Through the mists of history …



The construction of the Rochon Dam was first announced in the Seychelles Bulletin on Monday 28th of March 1966. It was a decision taken to minimise the impact of the seasonal shortages of water. Consulting engineers Humphreys and Sons planned and designed the dam. Construction was undertaken by W&C French Limited, the contractors.

Work started in early 1967 and it took 2 ½ years to complete. An average of 400 workers were employed on the project. No less than 7,000 pounds of gelignite had to be used in the blasting work and 15,000 tons of concrete went in the project which is 60 feet above the level of the original stream. The Dam which is 70 feet at its deepest has the capacity to hold 11 ½ million gallons of water.
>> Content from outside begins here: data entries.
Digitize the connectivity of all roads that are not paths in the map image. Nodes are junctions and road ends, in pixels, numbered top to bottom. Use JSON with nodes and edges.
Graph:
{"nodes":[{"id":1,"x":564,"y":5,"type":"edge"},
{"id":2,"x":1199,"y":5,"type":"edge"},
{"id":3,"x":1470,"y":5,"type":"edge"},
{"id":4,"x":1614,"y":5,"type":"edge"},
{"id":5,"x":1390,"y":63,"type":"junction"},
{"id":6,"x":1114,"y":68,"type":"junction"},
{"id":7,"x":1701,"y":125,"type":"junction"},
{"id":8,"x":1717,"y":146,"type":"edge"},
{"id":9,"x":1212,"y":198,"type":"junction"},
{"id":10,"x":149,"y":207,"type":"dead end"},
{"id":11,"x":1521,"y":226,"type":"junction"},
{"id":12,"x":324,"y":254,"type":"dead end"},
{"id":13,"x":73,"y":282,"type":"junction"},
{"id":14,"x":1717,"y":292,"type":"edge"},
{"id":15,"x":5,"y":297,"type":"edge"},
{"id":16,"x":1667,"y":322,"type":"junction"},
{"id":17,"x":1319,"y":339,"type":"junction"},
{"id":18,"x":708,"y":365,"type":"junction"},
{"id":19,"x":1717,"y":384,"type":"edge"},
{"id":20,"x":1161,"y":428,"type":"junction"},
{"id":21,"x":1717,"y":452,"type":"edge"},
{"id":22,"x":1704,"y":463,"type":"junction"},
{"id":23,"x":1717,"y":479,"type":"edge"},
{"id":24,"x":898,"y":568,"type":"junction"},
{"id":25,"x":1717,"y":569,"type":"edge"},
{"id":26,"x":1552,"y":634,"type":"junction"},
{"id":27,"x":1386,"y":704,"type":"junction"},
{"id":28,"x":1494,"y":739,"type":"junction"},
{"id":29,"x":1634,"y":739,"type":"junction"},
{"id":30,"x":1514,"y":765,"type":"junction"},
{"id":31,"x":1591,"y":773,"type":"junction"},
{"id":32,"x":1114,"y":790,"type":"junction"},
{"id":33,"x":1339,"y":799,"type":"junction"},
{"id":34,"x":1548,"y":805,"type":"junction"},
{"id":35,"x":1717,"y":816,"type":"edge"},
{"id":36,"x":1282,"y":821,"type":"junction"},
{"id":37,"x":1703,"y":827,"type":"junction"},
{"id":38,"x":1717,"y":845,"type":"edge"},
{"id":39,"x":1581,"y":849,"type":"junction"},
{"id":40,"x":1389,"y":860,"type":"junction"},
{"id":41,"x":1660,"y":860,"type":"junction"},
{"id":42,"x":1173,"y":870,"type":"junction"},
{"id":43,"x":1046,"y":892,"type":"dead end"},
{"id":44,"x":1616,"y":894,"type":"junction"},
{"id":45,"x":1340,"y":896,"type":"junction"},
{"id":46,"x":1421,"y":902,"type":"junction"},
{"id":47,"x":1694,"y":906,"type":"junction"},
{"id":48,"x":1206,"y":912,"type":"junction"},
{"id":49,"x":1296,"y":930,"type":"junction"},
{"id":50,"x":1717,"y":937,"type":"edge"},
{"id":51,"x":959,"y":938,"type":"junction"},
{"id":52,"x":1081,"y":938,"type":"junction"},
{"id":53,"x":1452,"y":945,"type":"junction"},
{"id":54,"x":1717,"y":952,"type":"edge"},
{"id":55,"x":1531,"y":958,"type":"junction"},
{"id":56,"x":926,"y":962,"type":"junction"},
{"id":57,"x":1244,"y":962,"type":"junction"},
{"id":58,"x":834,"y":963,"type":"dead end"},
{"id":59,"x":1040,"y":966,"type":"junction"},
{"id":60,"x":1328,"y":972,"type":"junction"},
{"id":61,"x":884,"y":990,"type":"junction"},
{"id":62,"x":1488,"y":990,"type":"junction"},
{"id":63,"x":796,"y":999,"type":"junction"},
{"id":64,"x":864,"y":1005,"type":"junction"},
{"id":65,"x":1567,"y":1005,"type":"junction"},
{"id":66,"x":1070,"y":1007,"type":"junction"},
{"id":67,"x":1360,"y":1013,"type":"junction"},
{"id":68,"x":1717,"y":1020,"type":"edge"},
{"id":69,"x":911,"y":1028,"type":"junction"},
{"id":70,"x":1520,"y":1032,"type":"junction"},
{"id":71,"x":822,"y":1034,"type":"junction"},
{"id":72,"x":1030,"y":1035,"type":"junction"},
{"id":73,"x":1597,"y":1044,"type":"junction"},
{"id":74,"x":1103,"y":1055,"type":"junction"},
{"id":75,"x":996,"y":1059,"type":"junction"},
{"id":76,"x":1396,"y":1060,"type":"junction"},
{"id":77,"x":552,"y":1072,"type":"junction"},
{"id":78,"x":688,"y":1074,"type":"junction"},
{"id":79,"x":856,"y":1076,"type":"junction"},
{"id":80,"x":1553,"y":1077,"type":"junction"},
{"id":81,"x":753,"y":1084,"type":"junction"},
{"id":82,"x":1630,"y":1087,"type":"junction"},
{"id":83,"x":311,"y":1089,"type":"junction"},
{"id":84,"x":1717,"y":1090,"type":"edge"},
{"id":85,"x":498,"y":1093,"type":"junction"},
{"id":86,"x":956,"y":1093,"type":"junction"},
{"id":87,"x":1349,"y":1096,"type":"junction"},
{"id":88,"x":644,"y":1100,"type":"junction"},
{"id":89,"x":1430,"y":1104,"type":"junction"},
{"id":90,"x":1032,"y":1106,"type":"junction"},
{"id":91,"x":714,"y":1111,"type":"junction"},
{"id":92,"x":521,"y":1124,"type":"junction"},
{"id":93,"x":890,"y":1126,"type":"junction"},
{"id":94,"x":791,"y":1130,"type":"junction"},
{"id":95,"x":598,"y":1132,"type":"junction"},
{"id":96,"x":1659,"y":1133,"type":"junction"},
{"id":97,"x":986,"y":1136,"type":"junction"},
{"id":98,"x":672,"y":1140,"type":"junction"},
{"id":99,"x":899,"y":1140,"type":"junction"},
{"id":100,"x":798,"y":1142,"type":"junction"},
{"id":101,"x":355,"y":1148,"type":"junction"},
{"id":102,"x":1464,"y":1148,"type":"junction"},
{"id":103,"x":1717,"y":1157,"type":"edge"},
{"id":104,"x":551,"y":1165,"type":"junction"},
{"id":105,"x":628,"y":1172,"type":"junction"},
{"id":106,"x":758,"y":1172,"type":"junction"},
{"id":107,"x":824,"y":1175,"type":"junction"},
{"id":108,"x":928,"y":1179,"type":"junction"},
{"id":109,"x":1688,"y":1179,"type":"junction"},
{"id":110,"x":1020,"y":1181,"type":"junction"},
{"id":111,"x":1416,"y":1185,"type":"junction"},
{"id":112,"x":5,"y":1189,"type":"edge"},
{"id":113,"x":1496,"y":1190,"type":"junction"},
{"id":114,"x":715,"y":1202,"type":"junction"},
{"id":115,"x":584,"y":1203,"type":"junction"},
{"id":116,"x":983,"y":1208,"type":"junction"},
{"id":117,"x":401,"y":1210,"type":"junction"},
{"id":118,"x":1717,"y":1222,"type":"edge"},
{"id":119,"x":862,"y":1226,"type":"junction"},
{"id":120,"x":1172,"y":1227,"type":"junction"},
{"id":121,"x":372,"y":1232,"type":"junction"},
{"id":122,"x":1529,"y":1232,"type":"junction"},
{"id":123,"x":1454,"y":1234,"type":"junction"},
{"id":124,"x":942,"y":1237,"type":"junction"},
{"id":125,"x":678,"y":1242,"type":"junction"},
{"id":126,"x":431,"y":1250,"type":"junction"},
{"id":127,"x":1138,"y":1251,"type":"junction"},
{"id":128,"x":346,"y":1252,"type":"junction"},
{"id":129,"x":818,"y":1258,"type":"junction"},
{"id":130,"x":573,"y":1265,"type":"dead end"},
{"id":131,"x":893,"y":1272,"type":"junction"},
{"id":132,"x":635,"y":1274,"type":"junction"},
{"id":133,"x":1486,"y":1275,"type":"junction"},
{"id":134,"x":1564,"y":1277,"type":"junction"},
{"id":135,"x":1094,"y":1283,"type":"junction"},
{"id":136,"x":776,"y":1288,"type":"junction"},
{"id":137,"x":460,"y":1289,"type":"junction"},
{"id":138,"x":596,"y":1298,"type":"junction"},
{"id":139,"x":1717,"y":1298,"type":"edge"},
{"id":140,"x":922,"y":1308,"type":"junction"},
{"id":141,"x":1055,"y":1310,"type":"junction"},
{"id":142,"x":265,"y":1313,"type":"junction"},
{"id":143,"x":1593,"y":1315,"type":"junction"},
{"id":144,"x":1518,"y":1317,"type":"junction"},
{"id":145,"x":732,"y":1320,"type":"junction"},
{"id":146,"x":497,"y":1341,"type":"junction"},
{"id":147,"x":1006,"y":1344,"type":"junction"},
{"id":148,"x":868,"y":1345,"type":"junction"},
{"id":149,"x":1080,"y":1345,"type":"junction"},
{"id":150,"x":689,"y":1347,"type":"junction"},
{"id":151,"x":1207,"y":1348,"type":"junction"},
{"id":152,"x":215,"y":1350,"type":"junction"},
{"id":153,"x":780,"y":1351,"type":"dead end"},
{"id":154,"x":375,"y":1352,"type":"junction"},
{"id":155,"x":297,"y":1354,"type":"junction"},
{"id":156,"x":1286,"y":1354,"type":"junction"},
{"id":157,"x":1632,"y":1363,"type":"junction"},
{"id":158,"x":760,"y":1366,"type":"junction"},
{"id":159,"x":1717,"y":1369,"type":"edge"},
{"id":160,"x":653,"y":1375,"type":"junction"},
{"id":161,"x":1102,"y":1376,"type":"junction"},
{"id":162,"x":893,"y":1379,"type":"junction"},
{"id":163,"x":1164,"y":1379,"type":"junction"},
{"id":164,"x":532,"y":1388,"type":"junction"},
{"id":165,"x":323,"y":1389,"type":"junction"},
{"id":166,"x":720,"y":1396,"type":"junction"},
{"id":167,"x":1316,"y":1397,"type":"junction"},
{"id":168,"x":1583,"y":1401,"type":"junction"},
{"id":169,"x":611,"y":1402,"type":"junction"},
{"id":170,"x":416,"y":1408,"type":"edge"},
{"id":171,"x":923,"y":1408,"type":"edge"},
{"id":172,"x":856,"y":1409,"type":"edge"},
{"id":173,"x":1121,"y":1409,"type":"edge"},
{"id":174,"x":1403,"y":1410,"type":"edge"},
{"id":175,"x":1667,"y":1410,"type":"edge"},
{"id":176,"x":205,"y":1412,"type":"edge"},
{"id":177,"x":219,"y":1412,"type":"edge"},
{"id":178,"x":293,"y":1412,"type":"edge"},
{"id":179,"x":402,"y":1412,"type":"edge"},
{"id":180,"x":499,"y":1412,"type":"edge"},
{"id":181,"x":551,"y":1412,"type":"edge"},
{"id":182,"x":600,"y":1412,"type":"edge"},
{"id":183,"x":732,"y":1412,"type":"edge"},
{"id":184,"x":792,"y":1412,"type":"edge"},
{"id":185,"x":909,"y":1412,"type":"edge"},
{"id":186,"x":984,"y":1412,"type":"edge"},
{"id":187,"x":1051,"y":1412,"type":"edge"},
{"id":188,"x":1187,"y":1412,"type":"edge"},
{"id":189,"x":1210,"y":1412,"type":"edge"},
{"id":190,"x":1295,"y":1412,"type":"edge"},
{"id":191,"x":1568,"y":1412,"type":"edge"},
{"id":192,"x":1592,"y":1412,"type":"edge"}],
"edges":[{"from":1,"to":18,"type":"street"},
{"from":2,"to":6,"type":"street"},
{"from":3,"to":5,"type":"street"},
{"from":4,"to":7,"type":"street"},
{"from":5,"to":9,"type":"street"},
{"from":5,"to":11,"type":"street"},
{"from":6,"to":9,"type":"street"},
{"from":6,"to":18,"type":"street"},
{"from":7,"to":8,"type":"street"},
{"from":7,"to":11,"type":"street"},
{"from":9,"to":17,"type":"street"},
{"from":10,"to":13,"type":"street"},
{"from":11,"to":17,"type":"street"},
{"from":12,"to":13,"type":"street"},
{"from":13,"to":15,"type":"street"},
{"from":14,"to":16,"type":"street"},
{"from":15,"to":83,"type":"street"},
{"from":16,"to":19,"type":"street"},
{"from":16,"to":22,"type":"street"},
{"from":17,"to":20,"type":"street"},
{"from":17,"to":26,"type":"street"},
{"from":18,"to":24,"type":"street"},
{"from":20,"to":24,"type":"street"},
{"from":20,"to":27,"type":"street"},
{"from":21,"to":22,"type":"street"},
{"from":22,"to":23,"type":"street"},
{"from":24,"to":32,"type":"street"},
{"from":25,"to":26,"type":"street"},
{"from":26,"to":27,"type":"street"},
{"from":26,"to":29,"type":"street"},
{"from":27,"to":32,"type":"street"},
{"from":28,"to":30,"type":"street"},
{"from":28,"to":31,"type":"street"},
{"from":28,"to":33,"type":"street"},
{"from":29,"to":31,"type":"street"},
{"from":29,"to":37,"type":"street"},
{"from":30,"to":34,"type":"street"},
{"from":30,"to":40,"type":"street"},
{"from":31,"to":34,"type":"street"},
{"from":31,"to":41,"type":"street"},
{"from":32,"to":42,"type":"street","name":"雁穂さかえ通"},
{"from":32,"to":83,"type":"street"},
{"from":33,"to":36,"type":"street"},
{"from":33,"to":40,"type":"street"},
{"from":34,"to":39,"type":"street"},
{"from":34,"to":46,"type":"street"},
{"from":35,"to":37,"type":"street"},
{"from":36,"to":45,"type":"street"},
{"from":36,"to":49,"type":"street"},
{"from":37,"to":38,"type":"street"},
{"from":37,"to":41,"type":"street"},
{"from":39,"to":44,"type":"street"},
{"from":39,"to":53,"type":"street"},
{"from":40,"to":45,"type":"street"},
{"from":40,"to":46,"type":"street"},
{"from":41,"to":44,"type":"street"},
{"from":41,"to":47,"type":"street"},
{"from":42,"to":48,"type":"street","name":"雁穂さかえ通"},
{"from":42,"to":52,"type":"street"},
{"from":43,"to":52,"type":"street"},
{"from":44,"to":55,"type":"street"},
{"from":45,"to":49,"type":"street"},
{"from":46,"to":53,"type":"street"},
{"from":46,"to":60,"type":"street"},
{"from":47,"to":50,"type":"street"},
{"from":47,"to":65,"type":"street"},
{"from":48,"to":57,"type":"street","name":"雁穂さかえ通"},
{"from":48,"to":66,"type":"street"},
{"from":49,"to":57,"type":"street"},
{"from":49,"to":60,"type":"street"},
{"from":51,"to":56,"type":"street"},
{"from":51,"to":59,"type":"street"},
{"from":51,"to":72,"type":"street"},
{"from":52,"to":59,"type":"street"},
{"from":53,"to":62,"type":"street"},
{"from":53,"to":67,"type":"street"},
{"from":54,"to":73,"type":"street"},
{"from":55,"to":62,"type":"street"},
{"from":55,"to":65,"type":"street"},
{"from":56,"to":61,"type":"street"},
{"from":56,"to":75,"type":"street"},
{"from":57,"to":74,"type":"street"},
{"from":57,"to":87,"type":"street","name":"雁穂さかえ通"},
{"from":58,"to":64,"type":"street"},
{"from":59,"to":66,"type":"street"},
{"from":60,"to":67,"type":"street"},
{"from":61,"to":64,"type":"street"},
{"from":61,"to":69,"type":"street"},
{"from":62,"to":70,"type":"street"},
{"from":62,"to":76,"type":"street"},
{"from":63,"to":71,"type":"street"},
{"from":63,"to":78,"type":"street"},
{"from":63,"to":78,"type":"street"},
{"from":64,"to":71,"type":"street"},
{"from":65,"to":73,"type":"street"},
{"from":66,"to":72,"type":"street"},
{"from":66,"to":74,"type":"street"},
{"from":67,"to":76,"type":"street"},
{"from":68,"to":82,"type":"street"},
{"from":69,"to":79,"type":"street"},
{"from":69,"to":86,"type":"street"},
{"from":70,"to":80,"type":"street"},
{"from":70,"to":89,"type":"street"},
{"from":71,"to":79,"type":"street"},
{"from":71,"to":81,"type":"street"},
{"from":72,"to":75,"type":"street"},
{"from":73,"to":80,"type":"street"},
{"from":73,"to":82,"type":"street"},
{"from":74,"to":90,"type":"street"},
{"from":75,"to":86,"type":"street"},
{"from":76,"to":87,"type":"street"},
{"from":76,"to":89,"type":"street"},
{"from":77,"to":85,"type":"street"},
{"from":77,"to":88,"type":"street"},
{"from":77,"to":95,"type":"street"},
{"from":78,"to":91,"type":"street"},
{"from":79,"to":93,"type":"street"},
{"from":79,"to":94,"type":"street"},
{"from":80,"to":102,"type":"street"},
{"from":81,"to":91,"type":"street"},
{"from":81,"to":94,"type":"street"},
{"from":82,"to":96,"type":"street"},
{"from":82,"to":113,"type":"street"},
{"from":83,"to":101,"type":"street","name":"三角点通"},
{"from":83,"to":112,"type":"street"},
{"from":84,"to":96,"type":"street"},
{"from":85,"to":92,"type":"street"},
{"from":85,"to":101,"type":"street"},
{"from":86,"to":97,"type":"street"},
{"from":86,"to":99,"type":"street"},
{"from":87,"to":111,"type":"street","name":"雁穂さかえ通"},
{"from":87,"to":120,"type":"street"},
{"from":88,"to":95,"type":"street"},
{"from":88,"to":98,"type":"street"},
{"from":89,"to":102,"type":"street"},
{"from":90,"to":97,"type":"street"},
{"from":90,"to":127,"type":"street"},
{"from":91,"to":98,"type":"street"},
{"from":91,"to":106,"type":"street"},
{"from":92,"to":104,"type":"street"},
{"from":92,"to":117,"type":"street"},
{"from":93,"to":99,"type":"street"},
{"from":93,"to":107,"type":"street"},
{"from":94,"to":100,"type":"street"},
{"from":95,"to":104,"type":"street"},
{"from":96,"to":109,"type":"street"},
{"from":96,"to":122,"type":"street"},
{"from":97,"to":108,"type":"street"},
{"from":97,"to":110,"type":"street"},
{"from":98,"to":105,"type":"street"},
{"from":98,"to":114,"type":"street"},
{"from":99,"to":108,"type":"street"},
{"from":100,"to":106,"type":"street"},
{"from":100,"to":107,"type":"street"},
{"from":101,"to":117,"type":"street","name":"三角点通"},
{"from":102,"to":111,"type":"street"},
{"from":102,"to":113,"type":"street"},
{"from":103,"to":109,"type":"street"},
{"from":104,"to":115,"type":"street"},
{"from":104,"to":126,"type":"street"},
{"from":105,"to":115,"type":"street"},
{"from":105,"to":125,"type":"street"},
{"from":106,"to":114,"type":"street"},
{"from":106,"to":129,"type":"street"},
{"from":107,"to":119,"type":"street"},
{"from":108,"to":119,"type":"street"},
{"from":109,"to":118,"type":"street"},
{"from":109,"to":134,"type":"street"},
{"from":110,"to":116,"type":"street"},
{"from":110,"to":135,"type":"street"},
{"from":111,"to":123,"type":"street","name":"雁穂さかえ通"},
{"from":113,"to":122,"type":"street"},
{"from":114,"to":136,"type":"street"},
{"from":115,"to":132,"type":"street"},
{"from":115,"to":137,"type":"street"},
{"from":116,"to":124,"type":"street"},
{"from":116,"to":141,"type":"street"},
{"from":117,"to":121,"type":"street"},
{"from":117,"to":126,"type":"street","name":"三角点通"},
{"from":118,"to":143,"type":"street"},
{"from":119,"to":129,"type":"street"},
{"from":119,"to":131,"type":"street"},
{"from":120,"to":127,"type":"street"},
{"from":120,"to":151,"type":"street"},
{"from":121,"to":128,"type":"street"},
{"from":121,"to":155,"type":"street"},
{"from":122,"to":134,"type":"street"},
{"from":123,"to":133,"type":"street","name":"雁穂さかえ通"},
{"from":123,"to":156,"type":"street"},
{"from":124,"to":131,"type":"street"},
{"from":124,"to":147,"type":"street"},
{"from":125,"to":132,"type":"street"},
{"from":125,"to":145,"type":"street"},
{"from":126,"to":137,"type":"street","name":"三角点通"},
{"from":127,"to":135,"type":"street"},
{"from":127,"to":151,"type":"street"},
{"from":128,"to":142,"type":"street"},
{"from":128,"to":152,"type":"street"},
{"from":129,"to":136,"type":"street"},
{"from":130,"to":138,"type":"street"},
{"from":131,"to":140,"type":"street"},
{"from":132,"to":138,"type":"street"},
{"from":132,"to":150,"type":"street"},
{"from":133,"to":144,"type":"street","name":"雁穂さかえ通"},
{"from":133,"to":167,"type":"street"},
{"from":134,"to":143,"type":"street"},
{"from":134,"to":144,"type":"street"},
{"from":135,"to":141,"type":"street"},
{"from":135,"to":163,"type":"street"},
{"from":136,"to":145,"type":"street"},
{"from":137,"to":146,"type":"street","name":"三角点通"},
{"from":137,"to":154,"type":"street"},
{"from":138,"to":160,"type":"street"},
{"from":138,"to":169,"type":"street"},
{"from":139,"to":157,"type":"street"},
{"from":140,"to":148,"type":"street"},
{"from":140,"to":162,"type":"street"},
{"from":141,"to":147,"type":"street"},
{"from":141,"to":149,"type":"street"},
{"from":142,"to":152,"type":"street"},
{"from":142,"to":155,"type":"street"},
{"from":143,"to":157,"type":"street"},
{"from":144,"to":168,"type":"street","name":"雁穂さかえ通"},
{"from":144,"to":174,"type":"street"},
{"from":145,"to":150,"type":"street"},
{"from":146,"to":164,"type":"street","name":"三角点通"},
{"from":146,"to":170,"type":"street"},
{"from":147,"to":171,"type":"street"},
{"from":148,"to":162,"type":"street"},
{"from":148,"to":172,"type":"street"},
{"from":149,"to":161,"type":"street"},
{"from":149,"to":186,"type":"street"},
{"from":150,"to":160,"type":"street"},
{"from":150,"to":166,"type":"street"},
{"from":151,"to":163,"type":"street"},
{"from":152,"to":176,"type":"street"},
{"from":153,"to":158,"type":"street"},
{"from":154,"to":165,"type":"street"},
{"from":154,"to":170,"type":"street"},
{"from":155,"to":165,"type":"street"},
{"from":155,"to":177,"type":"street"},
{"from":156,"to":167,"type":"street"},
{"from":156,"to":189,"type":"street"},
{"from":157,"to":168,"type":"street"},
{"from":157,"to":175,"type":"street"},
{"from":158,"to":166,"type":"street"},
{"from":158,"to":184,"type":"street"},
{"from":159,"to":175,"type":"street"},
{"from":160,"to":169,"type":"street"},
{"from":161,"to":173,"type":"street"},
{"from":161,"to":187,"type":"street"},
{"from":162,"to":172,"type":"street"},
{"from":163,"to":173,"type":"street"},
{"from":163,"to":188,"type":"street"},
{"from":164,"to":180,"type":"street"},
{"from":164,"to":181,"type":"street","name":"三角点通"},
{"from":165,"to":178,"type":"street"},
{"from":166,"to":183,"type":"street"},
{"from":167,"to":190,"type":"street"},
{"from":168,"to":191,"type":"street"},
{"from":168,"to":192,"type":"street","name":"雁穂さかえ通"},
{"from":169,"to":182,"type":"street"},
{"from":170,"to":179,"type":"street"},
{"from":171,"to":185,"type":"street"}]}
The cost of the entire scheme including the treatment works and installation of town mains amounted to 8 ½ million. At that time, it was the biggest construction project ever to be carried out in Seychelles. The Rochon Dam was inaugurated on Saturday 26th April 1969 by Governor Bruce Greatbatch (1917–1989).

The population of Seychelles was then almost 50,000 inhabitants. In 1979, when the La Gogue embankment dam was completed, a 8km run of pipe was connected to receive overflow from Rochon Dam. The dam is named after L’Abbé Alexis Rochon (1741-1817), a French astronomer and scientist who came to Mahé in 1769. During his stay in Seychelles he camped by the Rochon River which is named after him.